Workshop Makeover: Luxury or Necessity?

Owning a large, complicated machine means you need tools, and a place to work on said large, complicated machine.  This is true for a boat, a house or a car.  In case you missed it the last 25 times, Galapagos has a great workshop area; storage and a proper bench with a vice and lots of hammers for wanging on stuff.

The shop before we even owned Galapagos.  A bit messy but full of potential.

The shop before we even owned Galapagos. A bit messy but full of potential.

I won’t lie, I am proud to have a boat with a workshop. It feels like a luxury that I could never have imagined on our boat. But it is a practical luxury, especially if you intend to live and cruise for extended periods.  Both Melissa and I would far rather repair or build something ourselves than to wait for someone to do it for us. If something is broken, at a minimum I want to beat on it with a hammer for a bit just to make sure it stays broken.

So, while the shop is a great resource on Galapagos, there were some fundamental issues that kept the area from being as useful as we would like.  Firstly, the bench top was hinged which opened to reveal what I think was originally a sail locker. Now, all manner of tools, paints, unguents and rags reside in this large, incoherent space.

The workbench raised to reveal the large storage area.  Lots of room but awkward.

The workbench raised to reveal the large storage area. Lots of room but awkward to access.

You can see the problem here.   If  I’ve just torn apart a winch on the bench top and Melissa needs the paint stored beneath, somebody has to wait or clean up their mess. Of late, there is always some project going on and bits and pieces inevitably are left out.  In the photos you can see a cut out in the Fiberglas front that does give some access to the contents below but even that is an issue since stuff just always seems to be creeping out of that hole.
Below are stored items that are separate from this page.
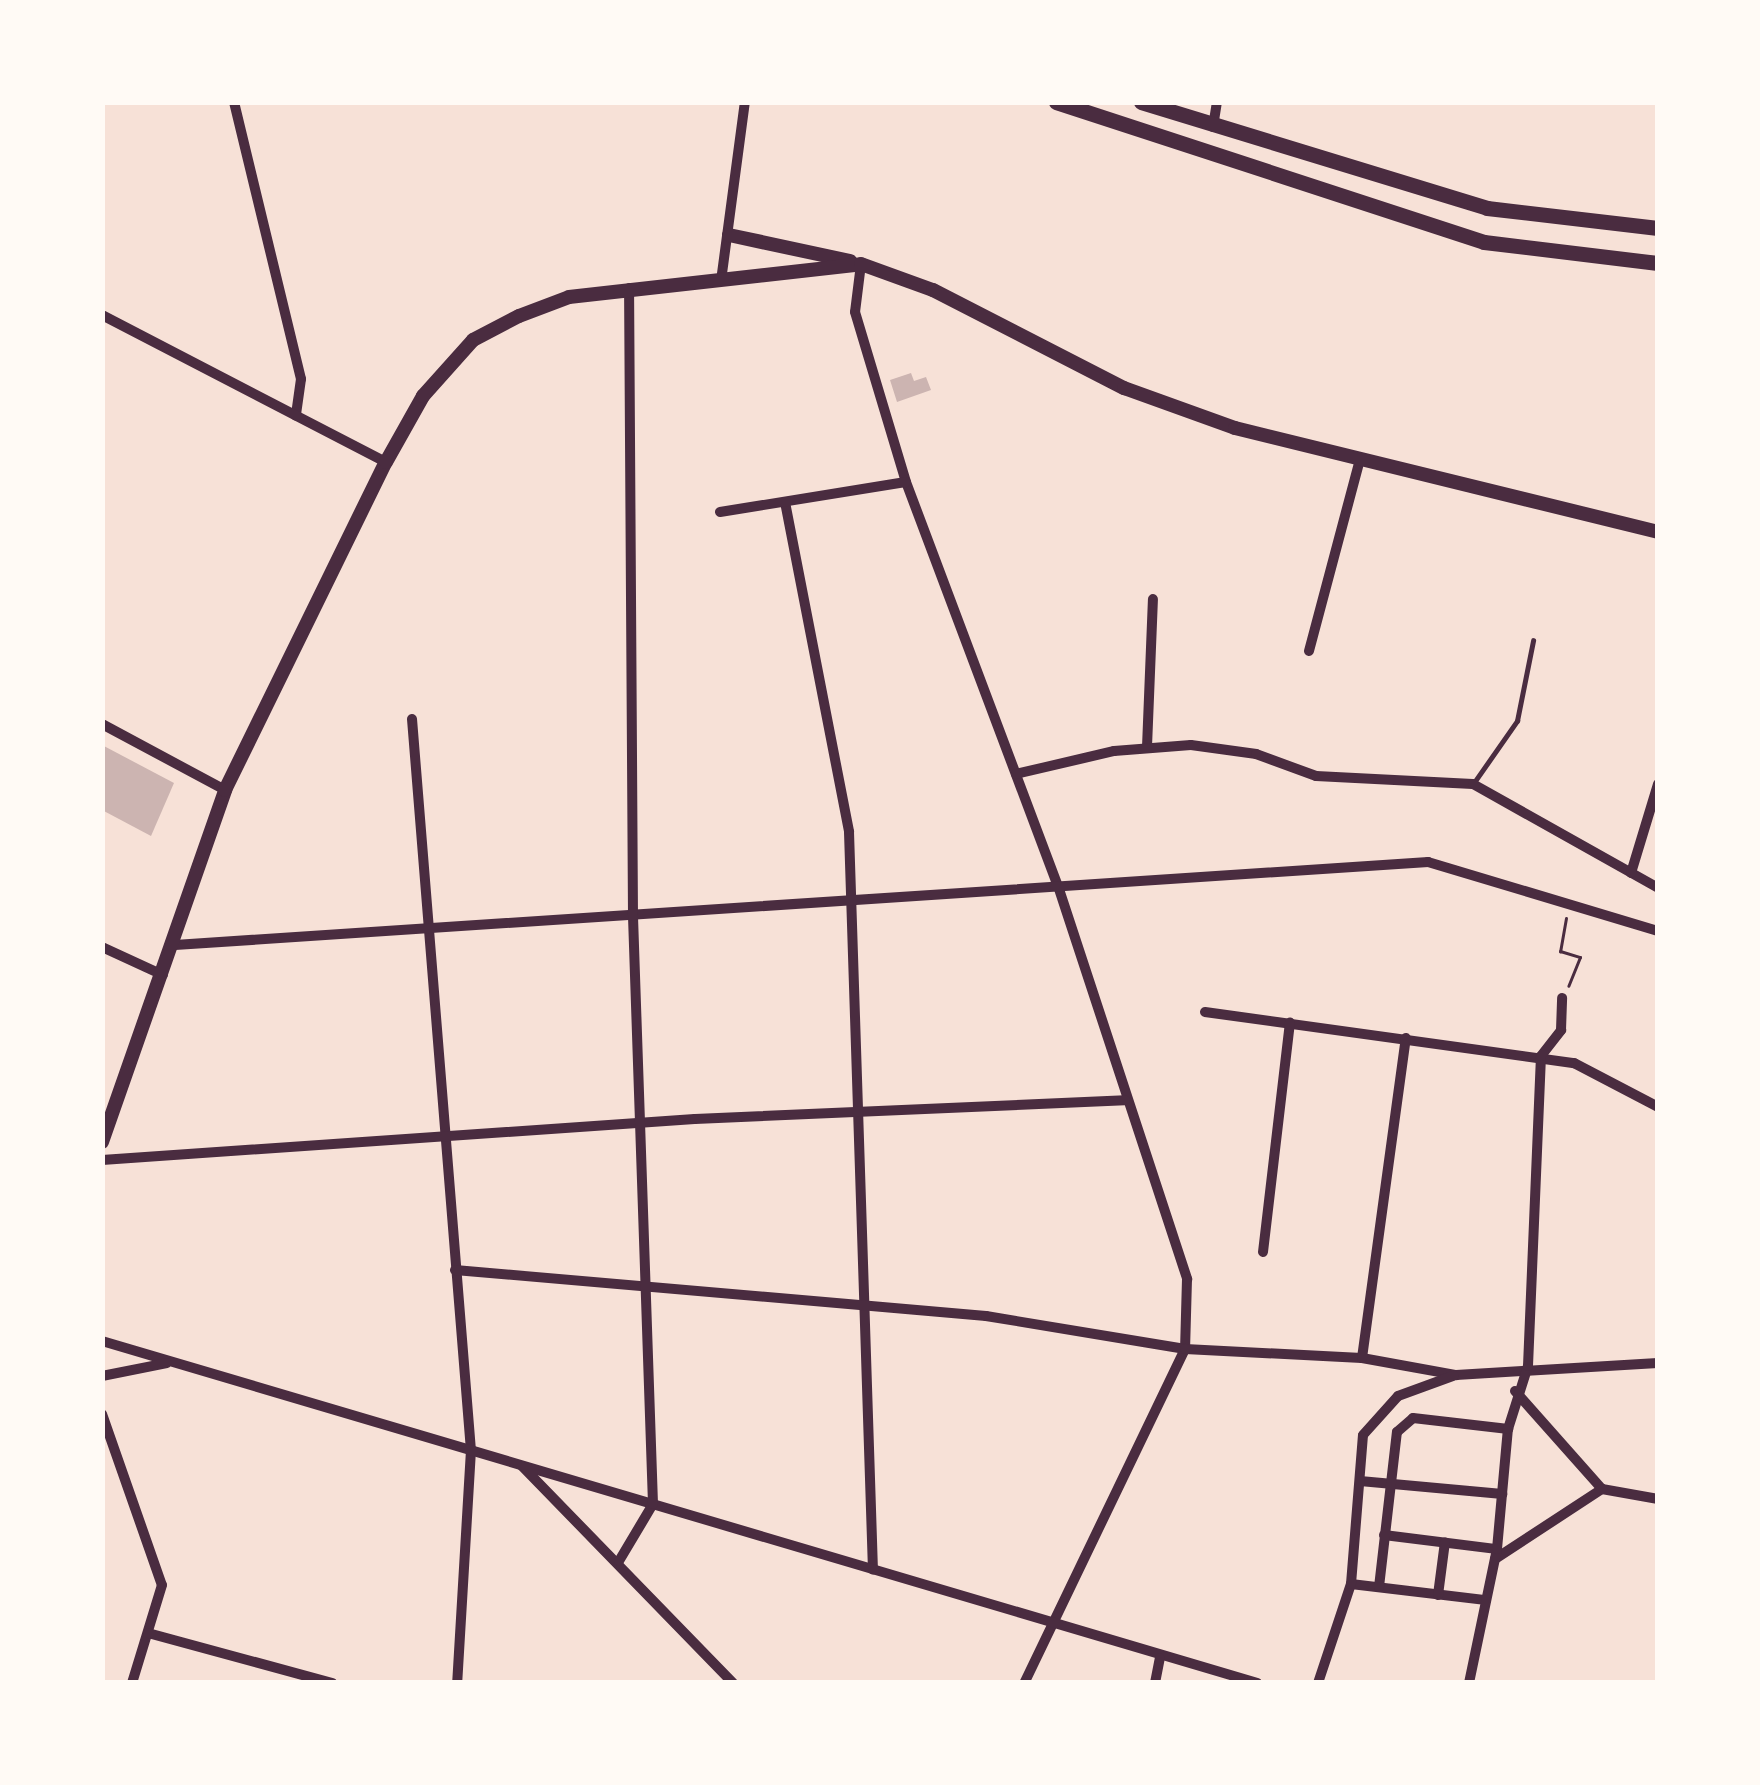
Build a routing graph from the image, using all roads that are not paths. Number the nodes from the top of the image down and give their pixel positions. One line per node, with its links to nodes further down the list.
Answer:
1 (234, 102): 14 (street)
2 (745, 102): 8 (street)
3 (1056, 102): 9 (main road)
4 (1141, 102): 6 (main road)
5 (1216, 102): 6 (street)
6 (1213, 127): 7 (main road)
7 (1658, 228)
8 (729, 236): 10 (street); 11 (street)
9 (1658, 262)
10 (861, 264): 11 (street); 15 (street); 17 (street)
11 (721, 281): 12 (street)
12 (629, 288): 16 (street); 35 (street)
13 (102, 315): 14 (street)
14 (296, 416): 16 (street)
15 (1360, 459): 20 (street); 23 (street)
16 (386, 462): 30 (street)
17 (906, 482): 18 (street); 27 (street)
18 (785, 502): 19 (street); 34 (street)
19 (720, 512)
20 (1658, 532)
21 (1154, 599): 26 (street)
22 (1533, 641): 28 (lane)
23 (1309, 651)
24 (412, 719): 36 (street)
25 (102, 724): 30 (street)
26 (1147, 747): 27 (street); 28 (street)
27 (1016, 774): 32 (street)
28 (1473, 784): 31 (street)
29 (1658, 784): 31 (street)
30 (225, 790): 38 (street)
31 (1630, 873): 33 (street)
32 (1058, 886): 34 (street); 37 (street); 46 (street)
33 (1658, 889)
34 (851, 900): 35 (street); 48 (street)
35 (633, 916): 36 (street); 49 (street)
36 (424, 927): 38 (street); 50 (street)
37 (1658, 931)
38 (175, 945): 40 (street)
39 (102, 947): 40 (street)
40 (164, 975): 51 (street)
41 (1562, 998): 45 (street)
42 (1205, 1012): 43 (street)
43 (1290, 1023): 44 (street); 53 (street)
44 (1406, 1038): 45 (street); 59 (street)
45 (1541, 1056): 47 (street); 62 (street)
46 (1125, 1100): 48 (street); 58 (street)
47 (1658, 1107)
48 (859, 1112): 49 (street); 56 (street)
49 (640, 1123): 50 (street); 55 (street)
50 (442, 1137): 52 (street); 54 (street)
51 (102, 1142)
52 (102, 1160)
53 (1263, 1252)
54 (455, 1270): 55 (street); 68 (street)
55 (647, 1290): 56 (street); 75 (street)
56 (865, 1305): 58 (street); 80 (street)
57 (102, 1342): 60 (street)
58 (1185, 1349): 59 (street); 85 (street)
59 (1362, 1358): 63 (street)
60 (170, 1363): 64 (street); 68 (street)
61 (1658, 1363): 62 (street)
62 (1528, 1366): 63 (street); 65 (street)
63 (1456, 1375): 70 (street)
64 (102, 1376)
65 (1515, 1391): 67 (street); 72 (street)
66 (102, 1414): 86 (street)
67 (1508, 1429): 71 (street); 73 (street)
68 (471, 1450): 69 (street); 90 (street)
69 (519, 1463): 75 (street); 79 (street)
70 (1360, 1481): 71 (street); 81 (street)
71 (1388, 1484): 73 (street); 76 (street)
72 (1602, 1489): 74 (street); 78 (street)
73 (1502, 1494): 78 (street)
74 (1658, 1499)
75 (653, 1504): 79 (street); 80 (street)
76 (1384, 1535): 77 (street); 82 (street)
77 (1444, 1543): 78 (street); 83 (street)
78 (1496, 1554): 84 (street)
79 (619, 1561): 91 (street)
80 (873, 1570): 85 (street)
81 (1351, 1583): 82 (street); 95 (street)
82 (1379, 1587): 83 (street)
83 (1438, 1595): 84 (street)
84 (1486, 1600): 96 (street)
85 (1051, 1624): 87 (street); 92 (street)
86 (148, 1633): 88 (street); 89 (street)
87 (1160, 1658): 93 (street); 94 (street)
88 (132, 1683)
89 (332, 1683)
90 (457, 1683)
91 (733, 1683)
92 (1024, 1683)
93 (1155, 1683)
94 (1257, 1683)
95 (1318, 1683)
96 (1469, 1683)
Never the stuff you actually need at the moment though.

So, with a year of using this area under our belts, we had some ideas that we hoped would transform the shop into a more practical work area.  I spend a lot of time here and I wanted a space that I would enjoy for years to come.

While we both are pretty skilled at general carpentry, we realized that this project would require a higher level of competence than either of us could muster.  Fortunately, we met Larry Simonds from when we were slipmates and he was working on a Cal 34.  Larry built a great drop down table for our Cal 34, Moonrise at that time, and he has done other small projects over the years. As a sailor and a woodworker, Larry has an appreciation of the vagaries of boat geometry. Together with his discerning eye for color and woodgrain, he is really a fine furniture maker. Fortunately for us, he likes to hang about the docks and can be plied with beer.  Be sure to check out his site for other examples of his work.

Larry Simonds: Chief, cook and bottle washer of Knot Et Al Woodworking.

Larry doing a little boat yoga

Larry doing a little boat yoga

Armed with our ideas and Larry’s skills, we set about to transform the space.  First on the agenda was to build drawers and tip outs into the space. With drawers, we could access items without having to raise the bench top.  The downside to this approach is that we lost some space but the space we do have is much more usable.  Larry made the drawers as long as possible, almost 22 inches to maximize storage. He also blended the stain to match the existing 40 year old coloring of the surrounding wood.  That’s how he rolls.


Three slideout drawers with catches plus a beautiful Red Elm top. Organizing is still a work in progress.

Since the hull shape greatly restricts the length of the drawers lower down, Larry decided to steal an idea from another drawer on Galapagos and build tip outs for the bottom.  These are used for storing lighter items and I have already dedicated one to rags and nitrile gloves.



Tip out drawers at the bottom provide storage of smaller, lighter items.

Tip out drawers at the bottom provide storage of smaller, lighter items.

For the bench, Larry had a piece of Red Elm which is just beautiful.  In fact, I am a little afraid to use it as it is just too pretty. Melissa put a vinyl covering on the old bench and I think that might be a good idea for this one as well.

Too pretty for a workbench

Too pretty for a workbench

Now that I can move into this new space, some hard decisions are in order.  I knew that I would lose some volume for storage but I minimized that fact. Now I want to have all of the tools plus our great collections of screws, nuts, bolts, washers and other boat bits all in the same area.  It simply isn’t possible and some compromises will have to be made.  Melissa will come down and help me think this through.  She can see things that elude me.

So, luxury, necessity or a little of both?